Page 86 of Walking Red Flag

“How is it ruining your life?” I laughed, still embarrassed as hell. “And when did you get here?”

“Just got here.” Shasha looked at me. “I imagine that Dima won’t be too happy that he can’t just show up to crash at your place anymore without alerting him.” He looked at Cutter with narrowed eyes. “But I guess it all works out, since now he won’t have to worry about you anymore.”

I softened.

“Wow, wonder what that feels like?” Chevy asked.

“You are not marrying me off to make you not worry anymore, Chevy Clark,” Keely called from the kitchen.

Out of the corner of my eye, I saw her brother’s head whip around and his eyes widen.

“That’s an excellent idea!”

I ain’t too good at fractions, but I still know you’re a whole ass bitch.

—Text from Cutter to Chevy

CUTTER

I was knee deep in sawdust, had my arms high above my head holding a shelving unit in place, and my phone was ringing.

“Go!” I called out to Milena.

She came in from the front, her eyebrows raised. “You rang.”

I grinned at her, then shifted my hips to indicate what I wanted. “My phone’s ringing.”

She eyed my hips. “Could you do that again?”

I shot her a look, which she returned with a smirk.

“It’s my granddad’s number, or I wouldn’t answer it,” I informed her.

“How do you know it’s your granddad’s number?” she asked.

“Because Keely thought it would be hilarious to assign everyone their own vibration on everyone’s phone,” he answered. “Granddad’s is the Jaws theme.
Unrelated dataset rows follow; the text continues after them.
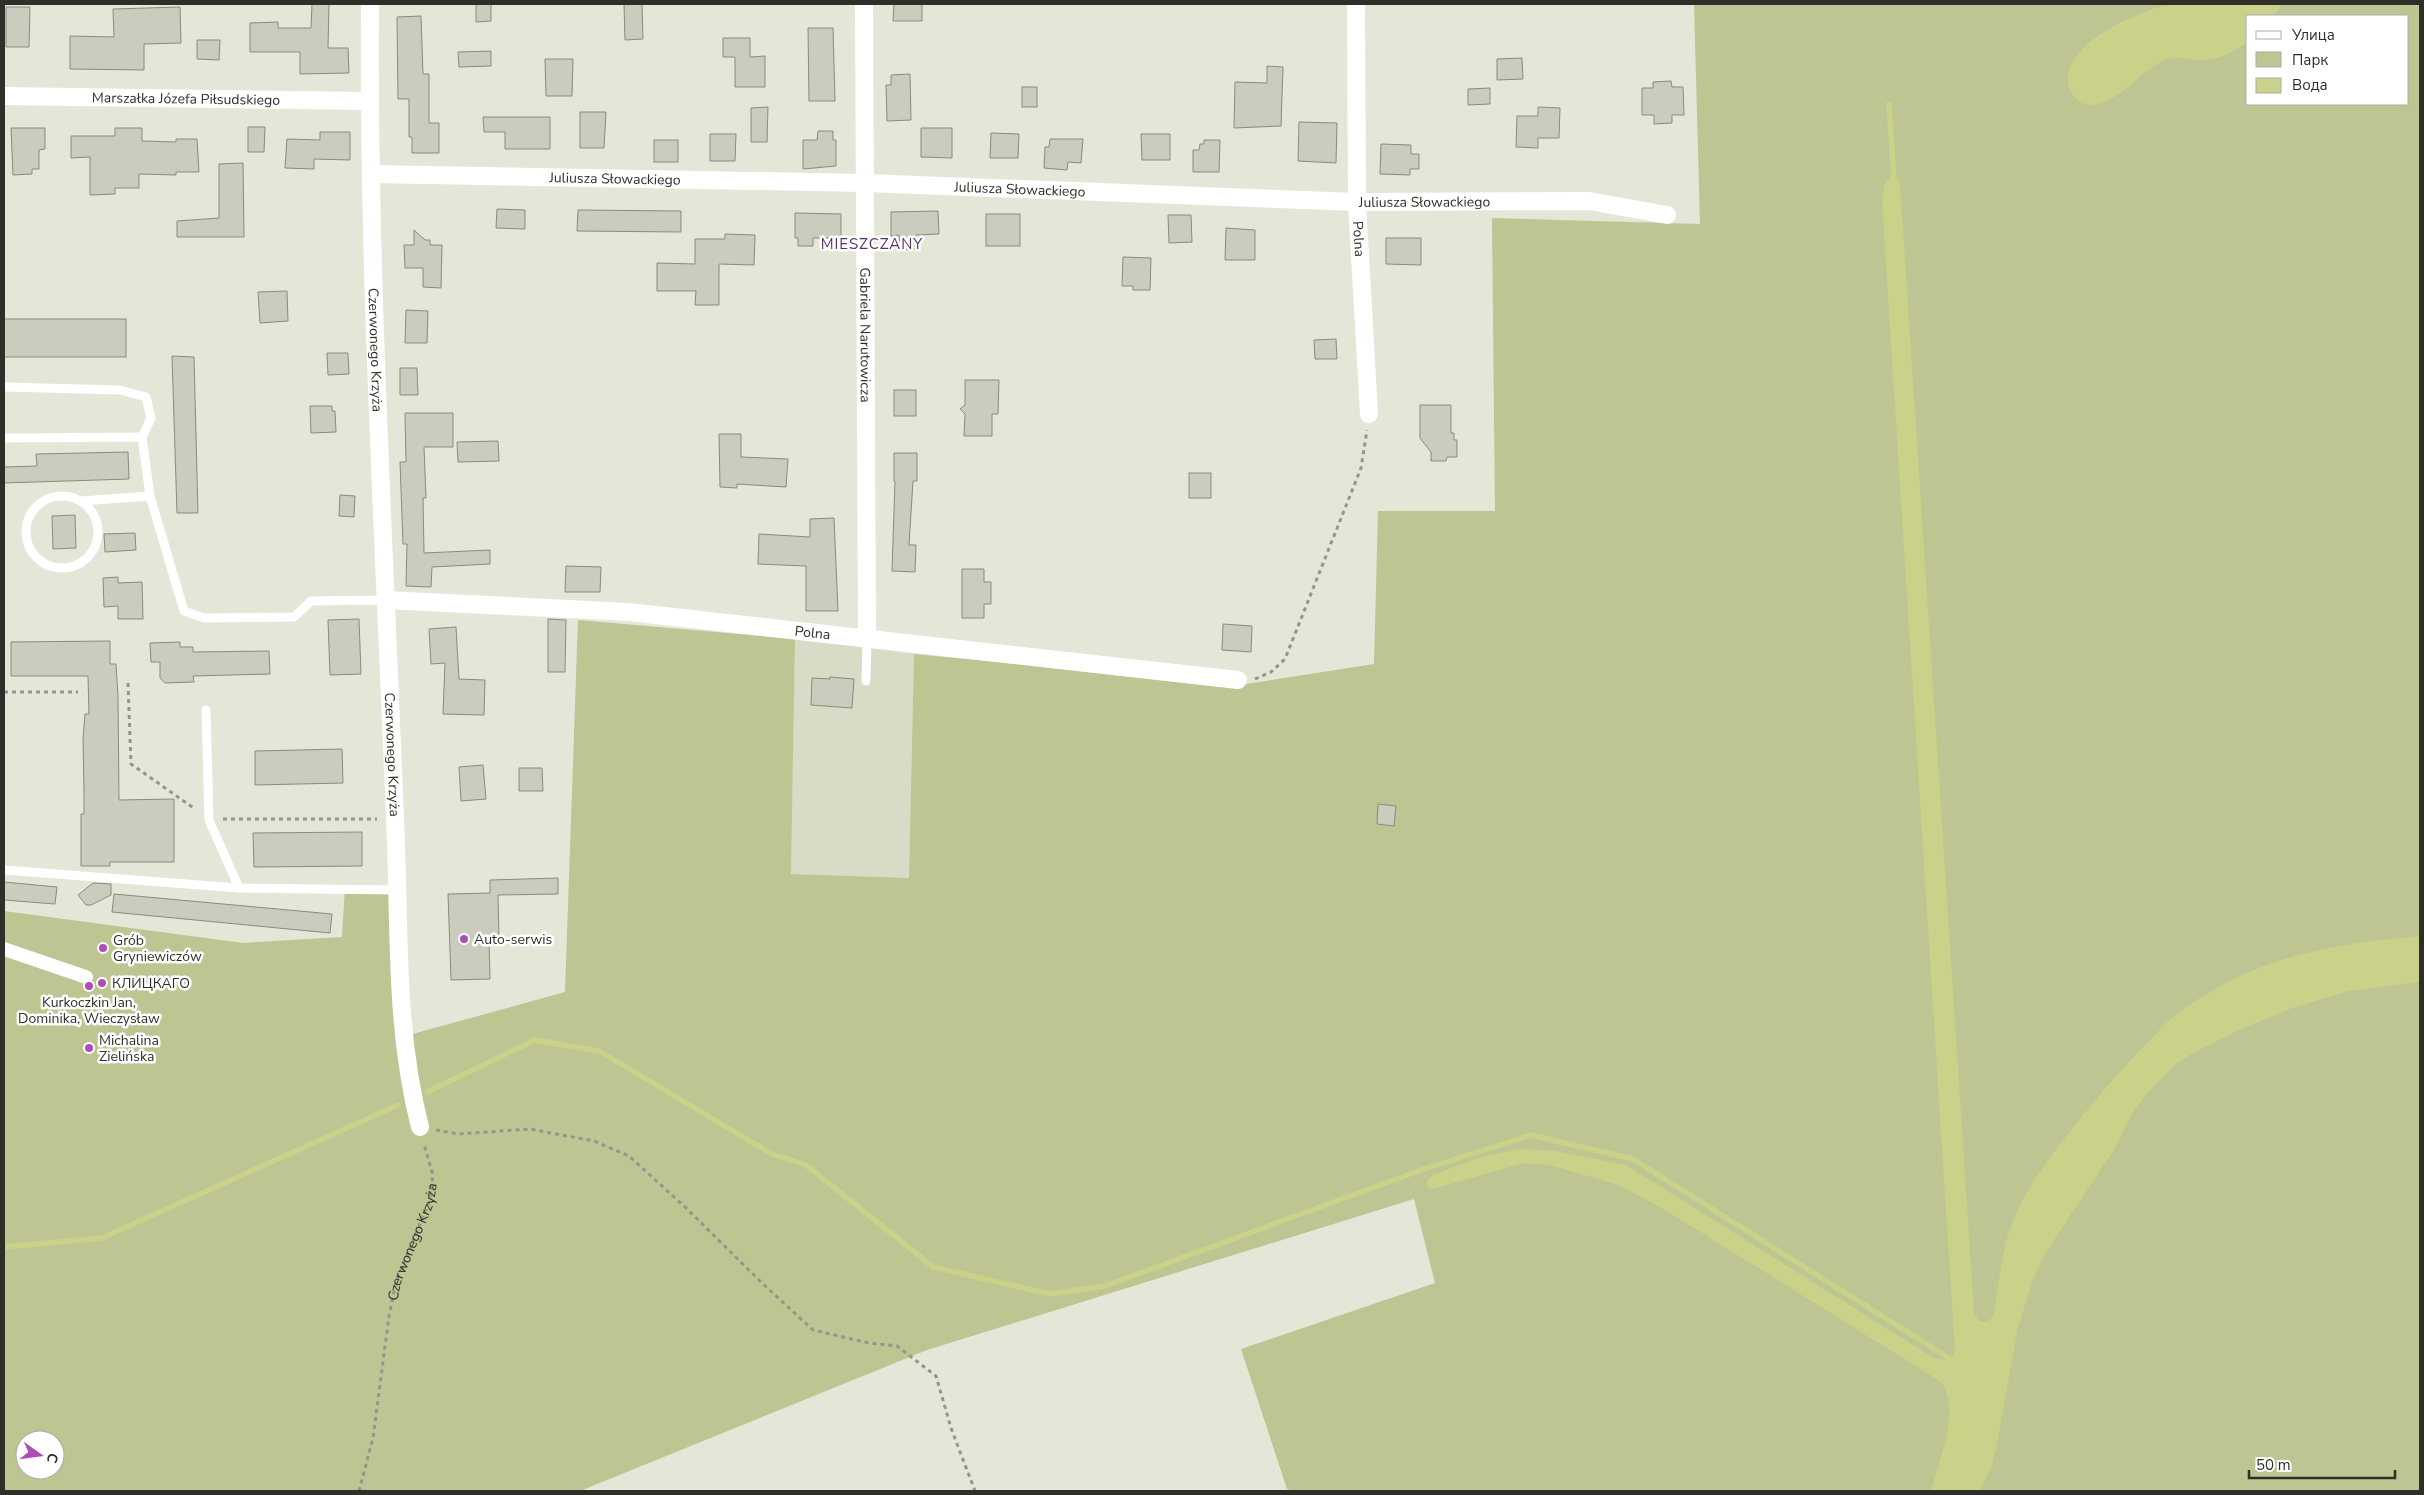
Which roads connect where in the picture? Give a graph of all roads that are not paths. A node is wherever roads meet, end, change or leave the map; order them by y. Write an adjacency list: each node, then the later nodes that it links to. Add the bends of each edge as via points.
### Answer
1 (370, 4): 5 (street, Czerwonego Krzyża)
2 (864, 4): 7 (street, Gabriela Narutowicza)
3 (1356, 4): 8 (street, Polna)
4 (4, 96): 5 (street, Marszałka Józefa Piłsudskiego)
5 (369, 101): 6 (street, Czerwonego Krzyża)
6 (370, 174): 7 (street, Juliusza Słowackiego); 16 (street, Czerwonego Krzyża)
7 (866, 183): 8 (street, Juliusza Słowackiego); 17 (street, Gabriela Narutowicza)
8 (1357, 202): 9 (street, Juliusza Słowackiego, via 1589,201); 11 (street, Polna)
9 (1666, 215)
10 (4, 387): 12 (lane, via 120,390 146,397 151,418)
11 (1369, 414)
12 (142, 437): 13 (lane); 14 (lane)
13 (4, 438)
14 (150, 496): 15 (lane); 16 (lane, via 184,611 204,618 294,617 310,601)
15 (81, 500): 15 (lane, via 65,495 53,496 32,511 27,522 29,548 38,560 50,567 77,565 89,557 97,543 98,527 92,512)
16 (386, 600): 17 (street, Polna, via 629,612); 23 (street, Czerwonego Krzyża)
17 (867, 637): 18 (street, Polna); 19 (lane)
18 (1238, 680)
19 (866, 681)
20 (206, 710): 22 (lane, via 209,820)
21 (4, 870): 22 (lane)
22 (239, 888): 23 (lane)
23 (397, 890): 26 (street, Czerwonego Krzyża, via 399,992 409,1084)
24 (4, 949): 25 (street)
25 (86, 977)
26 (420, 1127)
I can feel the vibrations going, dun-dun, dun-dun, dun-dun.”

She gifted me with a smile that would’ve knocked me off my feet had I not had a couple hundred pounds over my head.

“Got it,” she said as she came over.

She stuck her hand in the pocket without the phone, and I didn’t bother telling her it wasn’t in that pocket when her fingers brushed against the line of my cock.
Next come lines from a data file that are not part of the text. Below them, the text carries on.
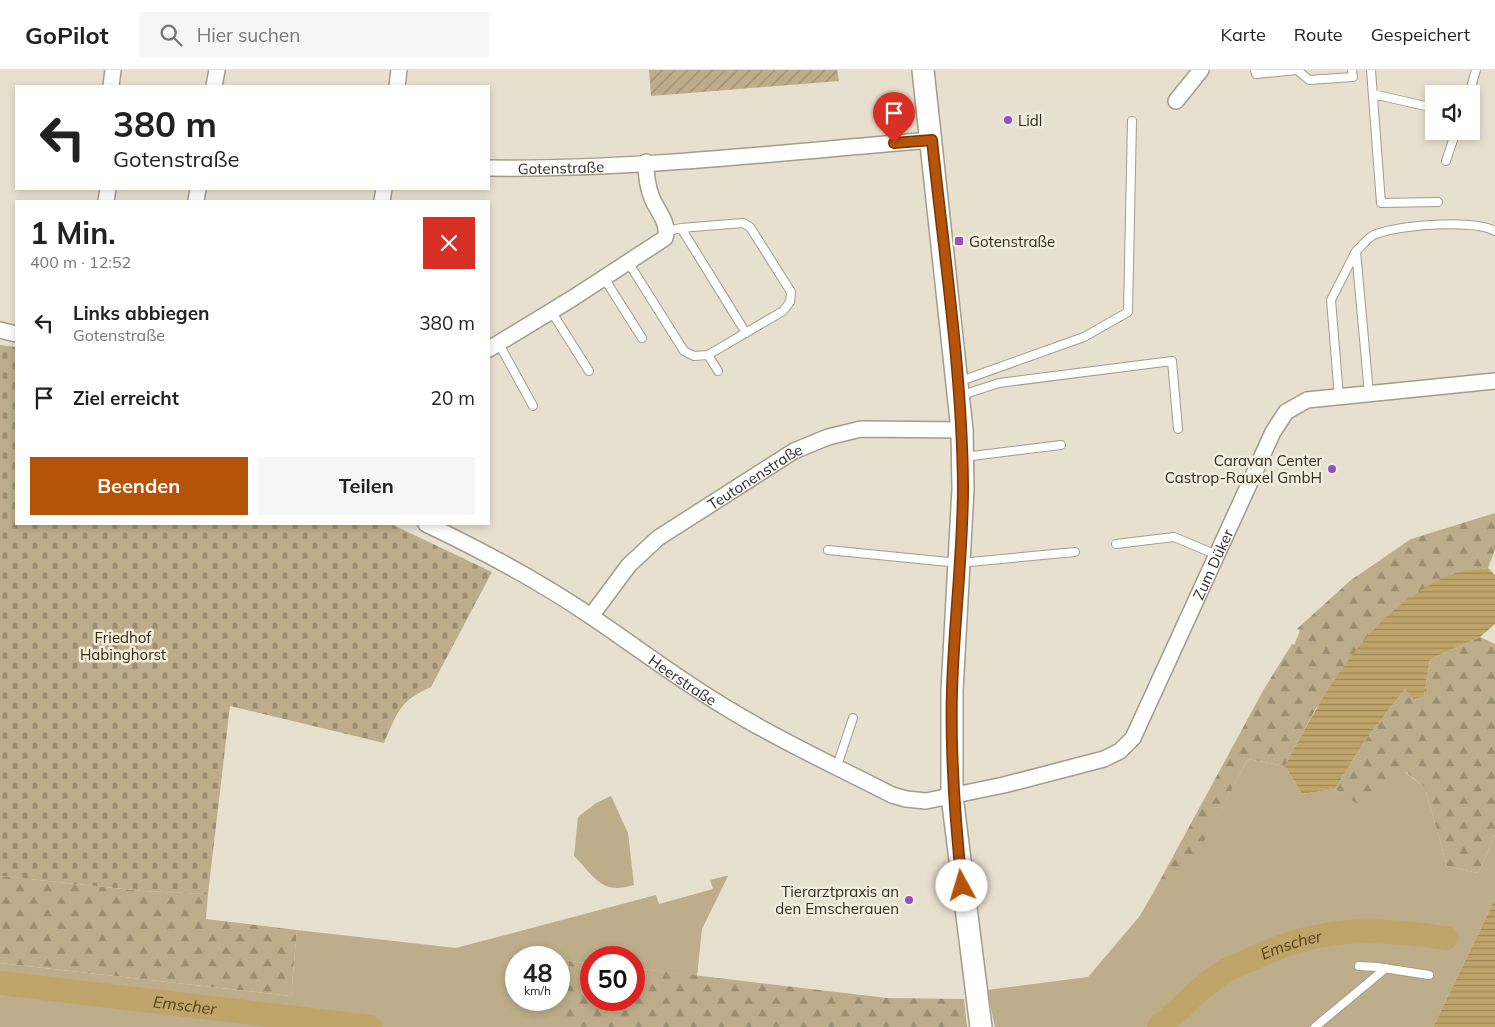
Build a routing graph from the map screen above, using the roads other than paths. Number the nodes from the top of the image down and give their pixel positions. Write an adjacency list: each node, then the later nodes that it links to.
1 (113, 70): 10 (street)
2 (217, 70): 11 (street)
3 (399, 70): 12 (street)
4 (923, 70): 18 (main road)
5 (1201, 70): 15 (street)
6 (1256, 70): 7 (lane)
7 (1352, 70)
8 (1371, 70): 14 (lane)
9 (1476, 70): 13 (lane)
10 (111, 85)
11 (214, 85)
12 (397, 85)
13 (1471, 85)
14 (1373, 94): 16 (lane); 23 (lane)
15 (1176, 101)
16 (1425, 106)
17 (1132, 121): 39 (lane)
18 (932, 140): 21 (street, Gotenstraße); 39 (main road)
19 (1453, 140): 20 (lane)
20 (1446, 161)
21 (646, 162): 22 (street, Gotenstraße); 24 (street)
22 (490, 168)
23 (1438, 202)
24 (674, 230): 27 (street); 31 (lane); 31 (lane)
25 (1495, 231): 26 (lane)
26 (1356, 251): 40 (lane); 41 (lane)
27 (628, 262): 28 (street); 35 (lane)
28 (604, 278): 29 (street); 33 (lane)
29 (551, 311): 34 (street); 36 (lane)
30 (0, 330): 32 (street)
31 (746, 333): 35 (lane)
32 (15, 334)
33 (642, 338)
34 (494, 346): 42 (lane)
35 (708, 355): 37 (lane)
36 (589, 371)
37 (718, 372)
38 (1495, 381): 40 (street, Zum Düker)
39 (959, 389): 43 (lane); 44 (main road)
40 (1369, 394): 41 (street, Zum Düker)
41 (1339, 397): 51 (street, Zum Düker)
42 (533, 406)
43 (1178, 429)
44 (962, 430): 46 (main road); 53 (street, Teutonenstraße)
45 (1061, 445): 46 (lane)
46 (962, 458): 52 (main road)
47 (428, 525): 53 (street, Heerstraße)
48 (1116, 544): 51 (lane)
49 (828, 550): 52 (lane)
50 (1075, 552): 52 (lane)
51 (1216, 555): 56 (street, Zum Düker)
52 (958, 563): 56 (main road)
53 (591, 616): 55 (street, Heerstraße)
54 (853, 718): 55 (lane)
55 (837, 766): 56 (street, Heerstraße)
56 (952, 796): 60 (main road)
57 (1359, 966): 58 (lane)
58 (1386, 968): 59 (lane); 61 (lane)
59 (1428, 976)
60 (981, 1027)
61 (1314, 1027)

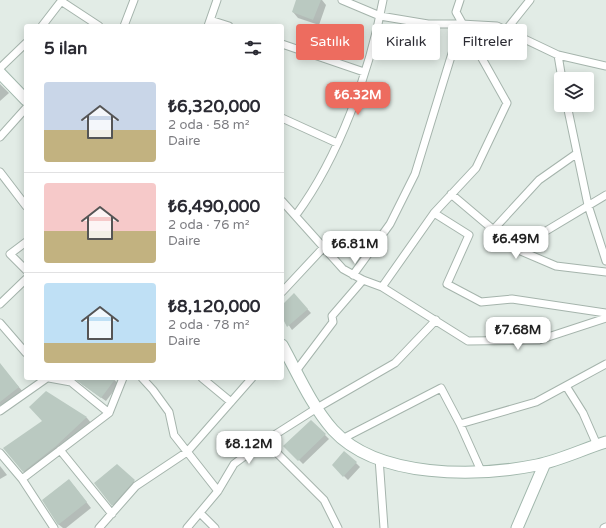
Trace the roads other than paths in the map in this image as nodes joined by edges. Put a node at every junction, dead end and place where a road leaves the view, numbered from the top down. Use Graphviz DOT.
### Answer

“Whoops.” She giggled and went for the other pocket.

Pulling it out, she answered it while on speakerphone.

“Hey, Granddad,” she cooed.

Granddad and Milena hadn’t officially met yet, but only because Granddad’s schedule was very busy. As in, Mondays he played Bingo at the Bingo Hall with his crew. Tuesdays he went out of town to a shopping mall in Sunnyvale where he ate breakfast, lunch, and dinner. Wednesdays he played pickleball. Thursdays he played pickleball. Fridays he ‘recovered’ and played Bunko. When he wasn’t doing that, he was at my shop putzing around, building things out of my wood without asking. Saturdays and Sundays he did his various activities at the old folks’ home that we were able to sneak him into by the skin of our teeth.
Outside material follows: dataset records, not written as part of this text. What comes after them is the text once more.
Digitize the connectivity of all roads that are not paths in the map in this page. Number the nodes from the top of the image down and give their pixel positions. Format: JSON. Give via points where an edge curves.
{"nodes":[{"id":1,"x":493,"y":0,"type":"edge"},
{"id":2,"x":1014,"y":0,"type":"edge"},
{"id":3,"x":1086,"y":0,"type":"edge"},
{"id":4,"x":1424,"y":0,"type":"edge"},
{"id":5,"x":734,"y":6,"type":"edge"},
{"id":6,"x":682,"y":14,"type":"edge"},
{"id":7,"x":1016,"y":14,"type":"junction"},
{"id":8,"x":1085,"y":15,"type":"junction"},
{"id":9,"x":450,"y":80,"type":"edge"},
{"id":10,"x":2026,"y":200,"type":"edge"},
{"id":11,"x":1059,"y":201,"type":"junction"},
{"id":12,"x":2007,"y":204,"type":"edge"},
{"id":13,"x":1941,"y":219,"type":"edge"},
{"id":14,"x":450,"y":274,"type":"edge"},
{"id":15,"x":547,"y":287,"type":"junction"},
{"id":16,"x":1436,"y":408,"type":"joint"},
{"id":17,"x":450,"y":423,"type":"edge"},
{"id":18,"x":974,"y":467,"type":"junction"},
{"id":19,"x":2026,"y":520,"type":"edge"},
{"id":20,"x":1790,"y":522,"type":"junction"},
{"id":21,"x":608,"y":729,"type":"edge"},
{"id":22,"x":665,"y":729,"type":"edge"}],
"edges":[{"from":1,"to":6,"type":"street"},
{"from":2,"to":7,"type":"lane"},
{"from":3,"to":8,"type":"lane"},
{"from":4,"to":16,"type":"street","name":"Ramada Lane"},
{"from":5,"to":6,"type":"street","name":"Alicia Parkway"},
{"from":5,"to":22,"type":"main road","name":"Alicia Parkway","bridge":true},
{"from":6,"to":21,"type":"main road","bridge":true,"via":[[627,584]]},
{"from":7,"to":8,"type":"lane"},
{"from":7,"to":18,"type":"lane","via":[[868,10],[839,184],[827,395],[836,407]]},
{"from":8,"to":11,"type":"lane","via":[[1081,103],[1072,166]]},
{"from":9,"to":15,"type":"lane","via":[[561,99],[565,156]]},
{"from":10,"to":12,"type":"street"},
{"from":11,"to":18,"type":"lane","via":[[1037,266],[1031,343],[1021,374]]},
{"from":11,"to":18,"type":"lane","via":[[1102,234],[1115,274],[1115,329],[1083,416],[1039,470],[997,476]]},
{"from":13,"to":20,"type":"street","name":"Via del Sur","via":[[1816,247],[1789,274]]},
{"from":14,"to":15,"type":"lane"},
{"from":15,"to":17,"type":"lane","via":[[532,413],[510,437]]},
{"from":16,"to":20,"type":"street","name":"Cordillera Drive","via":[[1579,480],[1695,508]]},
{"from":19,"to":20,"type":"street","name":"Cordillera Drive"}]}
And, seeing as Granddad wasn’t willing to miss much of any of his activities, not even to meet his grandson’s wife, he’d yet to meet her.

Though, we had plans to join him at pickleball tomorrow, according to Keely and Milena—who’d become fast friends a couple of days ago after meeting.

I’d decided that it was their common history.

They both had bonded over their overprotective brothers, how their lives had changed, and how much they wished that their family could see them as people, and not as victims.